Imperativos missiológicos

Nos verbos acima mencionados encontram-se os imperativos missiológicos:

- no “abandonar” será enfrentado o desafio do tradicionalismo e do “apegar-se” ao sobrepeso de culturas hegemônicas;

- no “ouvir” será contestado o desafio do autoritarismo que é incapaz de ouvir os outros, e a reserva contra a participação do povo de Deus;

- no “sair” será invocada a abertura de portas, caminhos e novos estilos de encontro;

- no “encarnar-se” será desafiado o colonialismo que impõe o próprio como normativo e trata o outro como tutelado;

- no “concentrar-se” ao essencial, a Igreja vai ao encontro do povo simples, contestando atitudes que procuram substituir o Evangelho pela Lei e que fazem do direito canônico e do conhecimento de todos os meandros doutrinários, os pré-requisitos preferenciais para a escolha dos seus quadros de comando.

IHU On-Line - No que consiste o processo de missão depois do Concílio Vaticano II e quais as distinções desse processo antes do Concílio?
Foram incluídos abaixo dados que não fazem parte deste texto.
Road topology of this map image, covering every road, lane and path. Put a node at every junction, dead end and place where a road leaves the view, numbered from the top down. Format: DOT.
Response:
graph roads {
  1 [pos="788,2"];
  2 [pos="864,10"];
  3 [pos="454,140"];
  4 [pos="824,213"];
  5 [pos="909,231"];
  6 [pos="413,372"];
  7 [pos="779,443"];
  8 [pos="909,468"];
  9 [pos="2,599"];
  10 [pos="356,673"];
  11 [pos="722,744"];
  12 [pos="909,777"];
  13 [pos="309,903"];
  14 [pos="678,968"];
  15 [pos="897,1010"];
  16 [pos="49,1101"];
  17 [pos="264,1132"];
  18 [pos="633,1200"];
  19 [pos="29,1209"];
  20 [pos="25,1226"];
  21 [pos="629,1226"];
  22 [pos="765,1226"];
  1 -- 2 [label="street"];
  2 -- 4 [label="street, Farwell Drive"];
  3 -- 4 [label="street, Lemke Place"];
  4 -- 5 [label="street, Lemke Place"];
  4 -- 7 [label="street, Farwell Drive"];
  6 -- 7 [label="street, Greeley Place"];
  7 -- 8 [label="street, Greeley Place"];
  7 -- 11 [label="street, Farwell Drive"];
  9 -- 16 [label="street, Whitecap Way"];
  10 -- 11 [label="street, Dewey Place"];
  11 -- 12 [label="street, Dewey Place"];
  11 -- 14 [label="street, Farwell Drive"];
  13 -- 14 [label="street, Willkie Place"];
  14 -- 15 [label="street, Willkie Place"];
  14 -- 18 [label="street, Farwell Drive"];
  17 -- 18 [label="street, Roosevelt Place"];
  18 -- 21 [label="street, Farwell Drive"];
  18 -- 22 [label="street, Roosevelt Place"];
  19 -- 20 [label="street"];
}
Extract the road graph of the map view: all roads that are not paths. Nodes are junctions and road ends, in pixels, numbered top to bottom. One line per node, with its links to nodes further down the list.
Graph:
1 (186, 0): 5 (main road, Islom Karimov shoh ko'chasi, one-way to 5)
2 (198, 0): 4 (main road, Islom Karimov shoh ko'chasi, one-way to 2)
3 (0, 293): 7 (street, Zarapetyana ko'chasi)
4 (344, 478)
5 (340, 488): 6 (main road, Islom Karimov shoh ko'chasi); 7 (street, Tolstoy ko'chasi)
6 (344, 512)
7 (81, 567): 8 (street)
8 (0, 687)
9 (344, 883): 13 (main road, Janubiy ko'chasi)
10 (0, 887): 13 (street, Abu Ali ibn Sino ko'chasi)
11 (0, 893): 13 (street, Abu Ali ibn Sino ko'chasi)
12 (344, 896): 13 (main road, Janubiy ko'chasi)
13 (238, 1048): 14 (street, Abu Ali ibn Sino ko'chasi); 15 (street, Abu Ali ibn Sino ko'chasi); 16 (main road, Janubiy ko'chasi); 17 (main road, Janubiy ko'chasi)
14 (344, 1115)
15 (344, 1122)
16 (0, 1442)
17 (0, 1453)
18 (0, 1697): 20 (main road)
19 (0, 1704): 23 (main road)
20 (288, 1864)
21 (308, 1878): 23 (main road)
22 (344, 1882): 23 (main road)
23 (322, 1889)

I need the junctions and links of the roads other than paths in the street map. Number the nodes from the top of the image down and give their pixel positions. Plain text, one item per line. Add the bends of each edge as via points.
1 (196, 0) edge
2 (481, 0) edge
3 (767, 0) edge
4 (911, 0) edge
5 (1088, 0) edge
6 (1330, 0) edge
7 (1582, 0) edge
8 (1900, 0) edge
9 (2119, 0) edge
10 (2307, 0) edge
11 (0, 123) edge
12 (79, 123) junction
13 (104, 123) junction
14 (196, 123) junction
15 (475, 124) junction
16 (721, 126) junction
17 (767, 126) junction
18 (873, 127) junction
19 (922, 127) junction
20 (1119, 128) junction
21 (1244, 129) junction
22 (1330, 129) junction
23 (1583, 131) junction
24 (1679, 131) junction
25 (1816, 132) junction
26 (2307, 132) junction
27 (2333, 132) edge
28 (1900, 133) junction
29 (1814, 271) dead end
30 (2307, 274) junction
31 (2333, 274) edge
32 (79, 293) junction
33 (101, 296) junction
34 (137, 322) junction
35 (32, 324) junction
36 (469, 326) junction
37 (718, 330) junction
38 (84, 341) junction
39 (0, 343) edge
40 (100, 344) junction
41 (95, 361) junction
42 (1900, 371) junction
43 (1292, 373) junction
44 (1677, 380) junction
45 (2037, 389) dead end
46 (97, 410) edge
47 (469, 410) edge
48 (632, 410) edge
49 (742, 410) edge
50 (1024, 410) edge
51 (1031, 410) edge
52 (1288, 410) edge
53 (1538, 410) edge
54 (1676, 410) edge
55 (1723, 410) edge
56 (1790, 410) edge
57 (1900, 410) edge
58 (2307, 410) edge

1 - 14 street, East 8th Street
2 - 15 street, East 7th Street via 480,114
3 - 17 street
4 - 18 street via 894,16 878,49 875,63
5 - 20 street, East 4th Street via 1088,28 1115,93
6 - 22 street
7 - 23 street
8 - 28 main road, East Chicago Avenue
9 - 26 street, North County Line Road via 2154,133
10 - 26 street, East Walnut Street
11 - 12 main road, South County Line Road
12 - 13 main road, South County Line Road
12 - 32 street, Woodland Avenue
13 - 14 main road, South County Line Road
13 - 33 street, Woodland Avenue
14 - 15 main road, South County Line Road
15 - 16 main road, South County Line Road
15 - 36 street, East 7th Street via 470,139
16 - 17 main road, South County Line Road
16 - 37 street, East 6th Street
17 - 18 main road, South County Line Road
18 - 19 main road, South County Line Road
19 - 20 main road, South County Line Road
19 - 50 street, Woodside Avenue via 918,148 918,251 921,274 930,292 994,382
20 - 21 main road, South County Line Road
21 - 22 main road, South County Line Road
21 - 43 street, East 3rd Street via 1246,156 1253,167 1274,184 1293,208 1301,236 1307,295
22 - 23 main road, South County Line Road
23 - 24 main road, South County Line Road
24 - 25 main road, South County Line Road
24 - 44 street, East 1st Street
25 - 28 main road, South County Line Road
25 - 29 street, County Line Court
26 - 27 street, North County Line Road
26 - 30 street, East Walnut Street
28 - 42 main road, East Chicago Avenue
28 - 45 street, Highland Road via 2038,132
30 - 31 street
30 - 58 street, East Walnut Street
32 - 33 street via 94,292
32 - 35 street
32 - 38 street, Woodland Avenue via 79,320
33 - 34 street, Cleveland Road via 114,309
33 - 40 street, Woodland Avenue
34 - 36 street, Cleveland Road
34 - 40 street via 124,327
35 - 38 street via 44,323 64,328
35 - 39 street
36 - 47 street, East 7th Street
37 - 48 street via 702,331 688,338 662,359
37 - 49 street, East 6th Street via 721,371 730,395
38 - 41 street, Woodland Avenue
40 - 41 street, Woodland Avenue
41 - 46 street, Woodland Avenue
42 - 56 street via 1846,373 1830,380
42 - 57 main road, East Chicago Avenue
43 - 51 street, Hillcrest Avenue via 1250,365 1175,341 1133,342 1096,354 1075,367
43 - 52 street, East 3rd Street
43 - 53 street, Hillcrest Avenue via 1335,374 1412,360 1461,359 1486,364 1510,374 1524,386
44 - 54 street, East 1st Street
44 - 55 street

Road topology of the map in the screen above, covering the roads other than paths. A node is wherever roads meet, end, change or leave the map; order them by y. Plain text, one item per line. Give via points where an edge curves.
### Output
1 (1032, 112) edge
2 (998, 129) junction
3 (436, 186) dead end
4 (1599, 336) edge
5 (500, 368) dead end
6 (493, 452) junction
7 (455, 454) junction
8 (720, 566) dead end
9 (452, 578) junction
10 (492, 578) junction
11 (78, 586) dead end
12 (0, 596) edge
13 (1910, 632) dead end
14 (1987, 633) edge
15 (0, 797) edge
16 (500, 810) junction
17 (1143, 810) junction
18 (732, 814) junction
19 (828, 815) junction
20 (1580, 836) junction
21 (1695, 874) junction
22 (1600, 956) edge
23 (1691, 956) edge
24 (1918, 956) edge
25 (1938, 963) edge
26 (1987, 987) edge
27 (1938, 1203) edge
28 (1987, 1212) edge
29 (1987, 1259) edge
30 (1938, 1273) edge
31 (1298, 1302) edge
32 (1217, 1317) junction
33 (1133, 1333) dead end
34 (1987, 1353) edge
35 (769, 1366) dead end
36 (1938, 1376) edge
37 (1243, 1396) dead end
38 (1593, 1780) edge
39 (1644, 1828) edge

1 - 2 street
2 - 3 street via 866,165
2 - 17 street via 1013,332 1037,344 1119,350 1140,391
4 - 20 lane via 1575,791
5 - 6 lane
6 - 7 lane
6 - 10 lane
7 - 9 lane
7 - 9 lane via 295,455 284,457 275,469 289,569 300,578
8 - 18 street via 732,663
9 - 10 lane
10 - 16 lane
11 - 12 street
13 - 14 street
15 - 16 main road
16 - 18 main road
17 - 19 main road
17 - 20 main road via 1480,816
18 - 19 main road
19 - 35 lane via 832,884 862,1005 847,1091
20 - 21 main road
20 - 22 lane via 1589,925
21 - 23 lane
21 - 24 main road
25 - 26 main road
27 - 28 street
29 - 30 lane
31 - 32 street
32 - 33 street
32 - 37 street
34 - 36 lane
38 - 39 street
Paulo Suess - Para continentes, cuja primeira evangelização foi hipotecada pela proximidade com o sistema colonial, o Vaticano II permitiu iniciar processos de descolonização na transmissão da fé. Os documentos conciliares permitiram um deslocamento na compreensão dos sujeitos e objetivos, dos meios e fins do conceito “missão”, abriram caminhos. Na complexa realidade da teologia da missão e das atividades missionárias se cruzam até hoje todas as questões teológico-pastorais, disputadas à época do Vaticano II: a compreensão da “natureza missionária” e do macrossujeito “povo de Deus”, a relação entre o “sacerdócio comum dos fiéis”, o “sacerdócio ordenado” e a missão dos leigos, a questão do ecumenismo e do pluralismo religioso, a missão ad gentes acoplada a um envio específico além-fronteiras dos chamados “arautos da missão”, a relação entre “evangelização explícita” e “evangelização testemunhal” nos serviços e na diaconia das diferentes periferias do mundo.

Vaticano II

O Vaticano II contemplou a atividade e o ser missionário da Igreja basicamente nas constituições Lumen gentium (LG) e Gaudium et spes (GS) e nos decretos Ad gentes (AG) e Apostolicam actuositatem (AA); o diálogo e as relações entre católicos e cristãos não católicos, no decreto Unitatis redintegratio (UR), e o diálogo e as relações com as religiões não cristãs, na declaração Nostra aetate (NA). Esses documentos permitiram assumir novas perspectivas na teologia da missão e reorientar os rumos das atividades missionárias. Resumidamente pode-se considerar cinco passos dados pelo Vaticano II:

1 - Da exclusividade salvífica à partilha universal da graça da salvação

Até a primeira metade do século XX, os arautos da missão eram obrigados, em nome da Igreja, a negar a possibilidade de salvação aos não cristãos. Vale lembrar nesse contexto a Bula Cantate Domino, do Concilium Florentinum, de 1442, e sua afirmação de que ninguém que vive fora da Igreja Católica seria capaz de participar da vida eterna (Denzinger-Schönmetzler, n. 1351). E Francisco Xavier, ainda no ano 1552, não tinha nenhum consolo aos seus interlocutores do Japão a respeito de seus antepassados que, segundo a doutrina da época, estariam todos no inferno. Ao comparar a Bula do Florentinum com textos do Vaticano II, percebe-se facilmente a descontinuidade: “O plano da salvação abrange também aqueles que reconhecem o Criador” (LG), muitas vezes, em religiões não cristãs que “refletem lampejos daquela Verdade que ilumina todos os homens” (NA). De ninguém, que procura “o Deus desconhecido em sombras e imagens, Deus está longe” (LG).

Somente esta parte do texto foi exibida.